◆ **THE PROBLEM**: Could you reproduce the material below exactly, from the line containing "middle tip: (292, 381)" through its last line, and leave out everything else?

◆ **INFORMATION**:
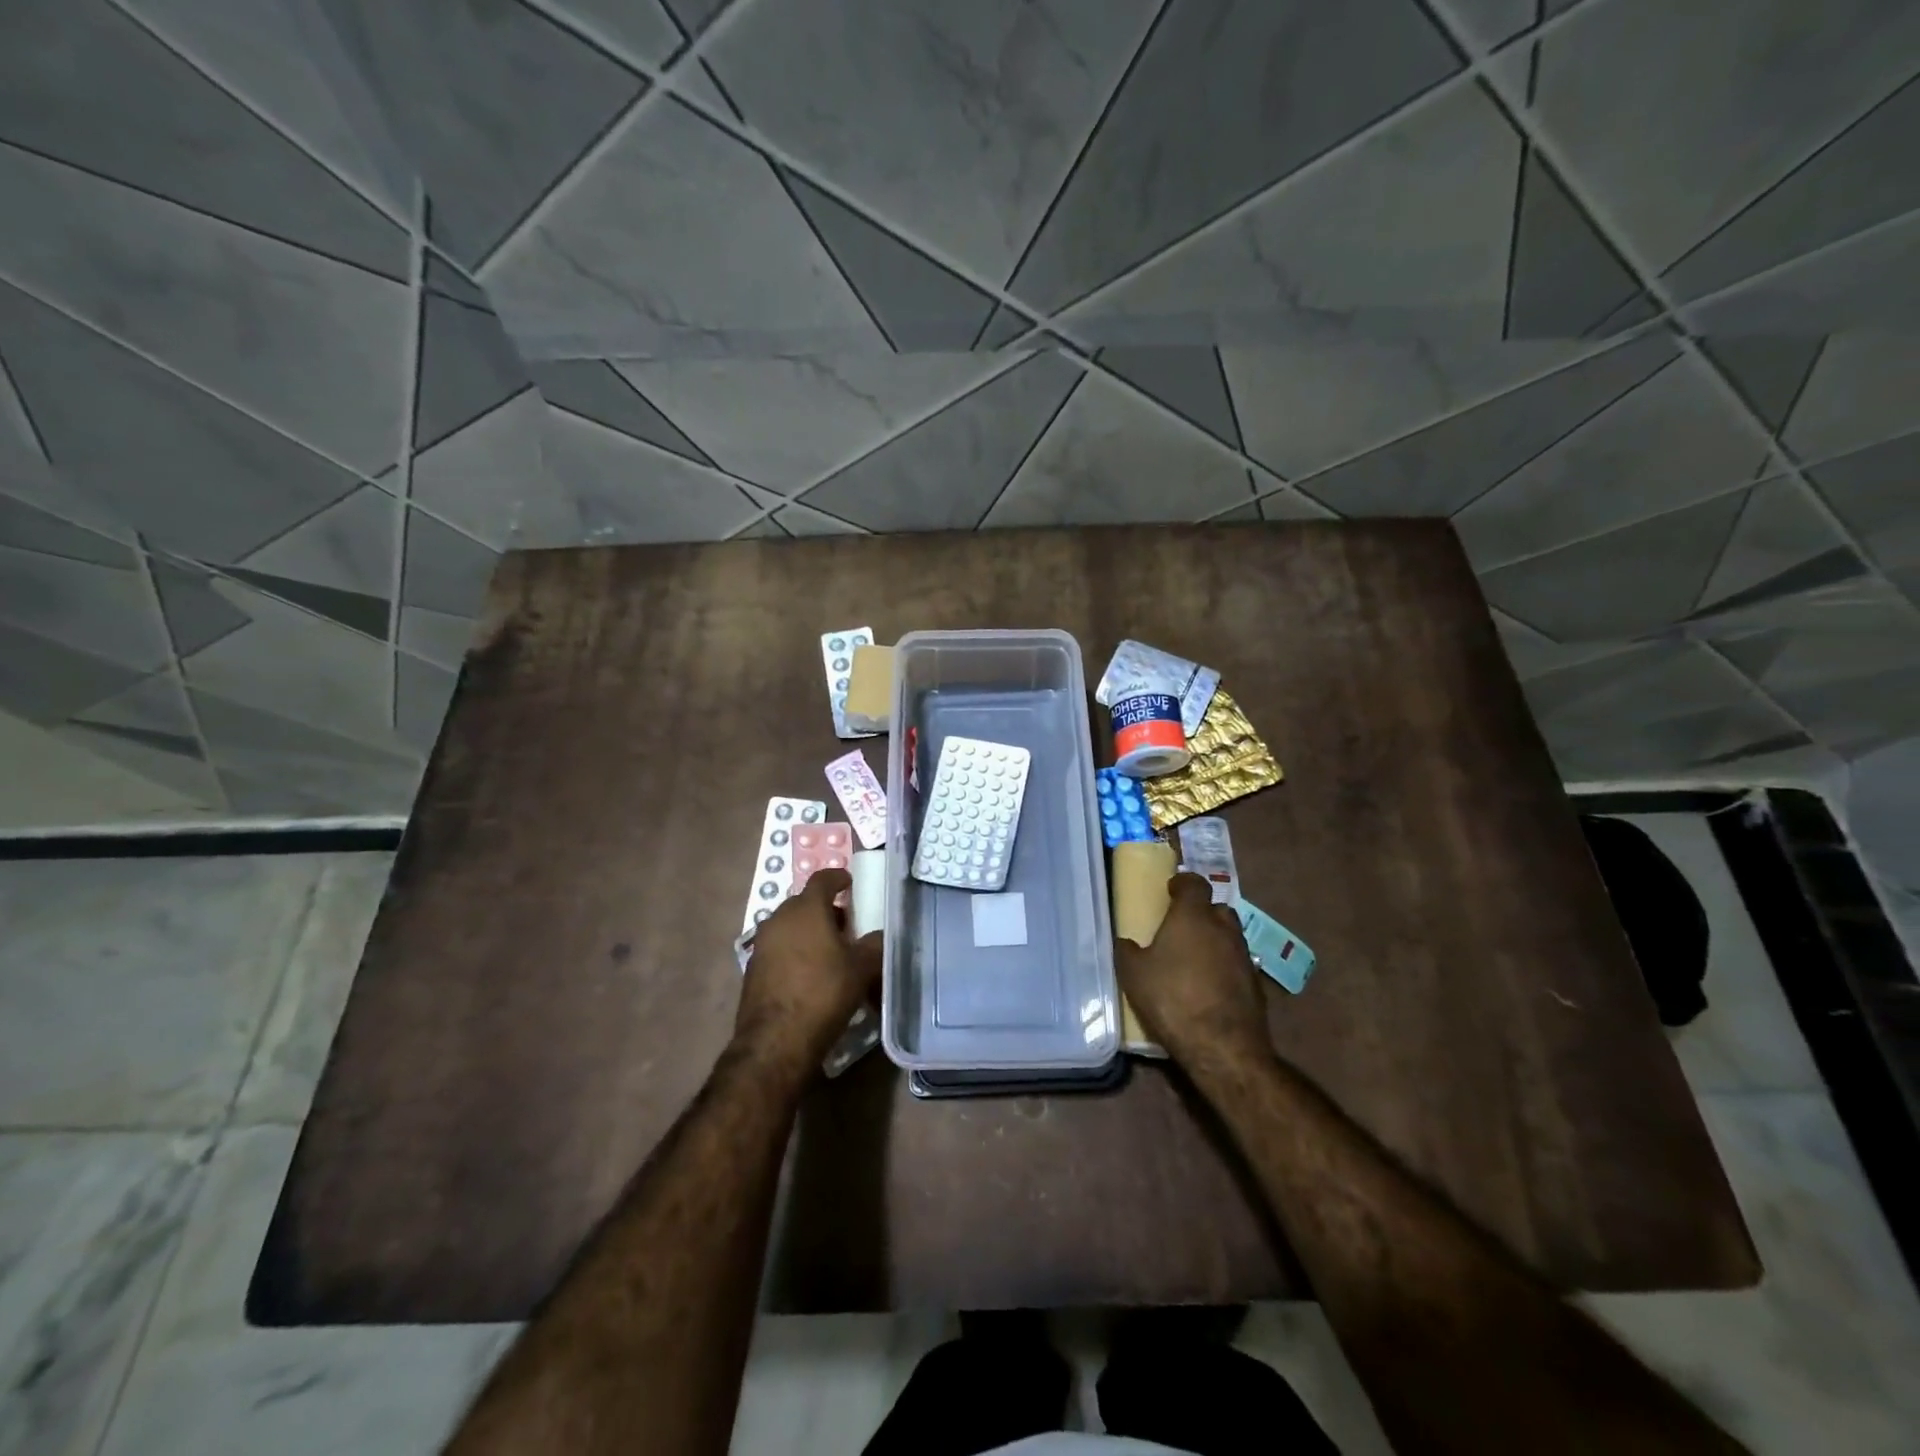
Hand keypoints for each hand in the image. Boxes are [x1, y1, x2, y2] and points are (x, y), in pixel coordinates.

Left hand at [736, 869, 879, 1072]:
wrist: (775, 1041)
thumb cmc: (823, 993)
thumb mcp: (862, 969)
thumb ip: (875, 945)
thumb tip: (882, 936)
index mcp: (806, 909)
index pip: (822, 879)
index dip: (838, 878)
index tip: (850, 883)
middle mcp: (779, 919)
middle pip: (804, 903)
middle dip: (826, 909)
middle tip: (847, 925)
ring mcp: (762, 944)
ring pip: (790, 927)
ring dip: (809, 932)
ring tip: (831, 952)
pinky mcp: (753, 970)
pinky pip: (779, 949)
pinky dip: (795, 952)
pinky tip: (810, 975)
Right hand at [1116, 873, 1270, 1069]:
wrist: (1223, 1046)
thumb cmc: (1172, 998)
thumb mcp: (1134, 974)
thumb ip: (1127, 951)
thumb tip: (1125, 941)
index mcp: (1193, 916)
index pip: (1194, 883)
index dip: (1183, 883)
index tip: (1171, 891)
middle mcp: (1223, 928)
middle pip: (1216, 908)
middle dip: (1201, 912)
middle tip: (1182, 927)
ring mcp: (1244, 955)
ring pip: (1230, 935)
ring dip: (1215, 940)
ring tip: (1195, 958)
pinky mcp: (1256, 983)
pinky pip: (1238, 963)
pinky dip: (1225, 966)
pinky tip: (1210, 985)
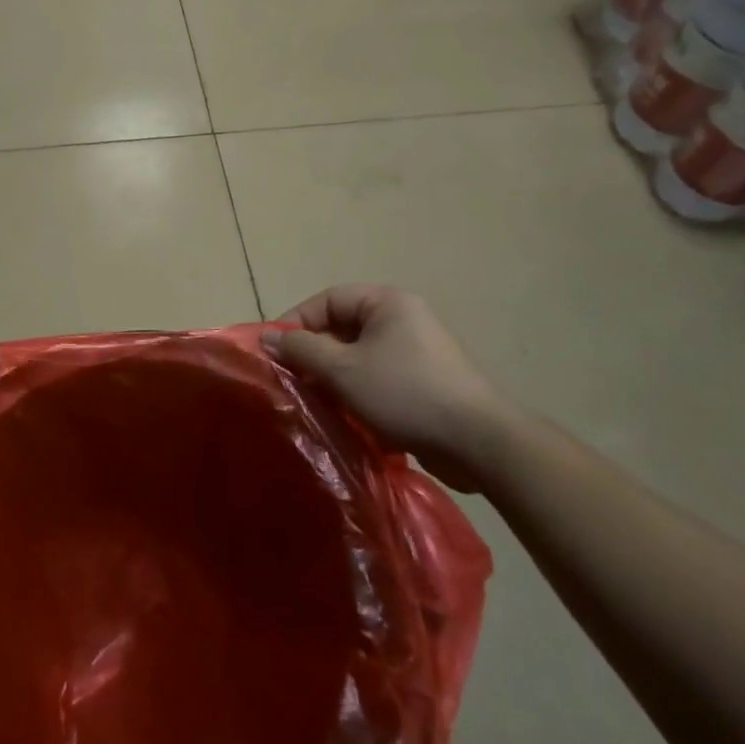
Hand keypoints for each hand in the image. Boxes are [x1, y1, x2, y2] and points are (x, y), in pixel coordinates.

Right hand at [263, 285, 513, 491]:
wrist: (478, 443)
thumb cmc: (405, 393)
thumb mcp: (343, 369)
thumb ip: (302, 349)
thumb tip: (266, 337)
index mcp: (386, 302)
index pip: (327, 300)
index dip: (297, 322)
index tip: (275, 352)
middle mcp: (402, 319)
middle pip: (342, 328)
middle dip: (314, 355)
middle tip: (292, 381)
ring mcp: (417, 352)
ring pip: (358, 357)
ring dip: (334, 378)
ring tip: (315, 402)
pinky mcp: (425, 383)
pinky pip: (378, 378)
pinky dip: (358, 393)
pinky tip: (346, 417)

◆ **RESPONSE TO THE TASK**:
middle tip: (292, 381)
ring mcp: (417, 352)
ring pip: (358, 357)
ring dip: (334, 378)
ring tip: (315, 402)
pinky mcp: (425, 383)
pinky pip: (378, 378)
pinky dip: (358, 393)
pinky tip: (346, 417)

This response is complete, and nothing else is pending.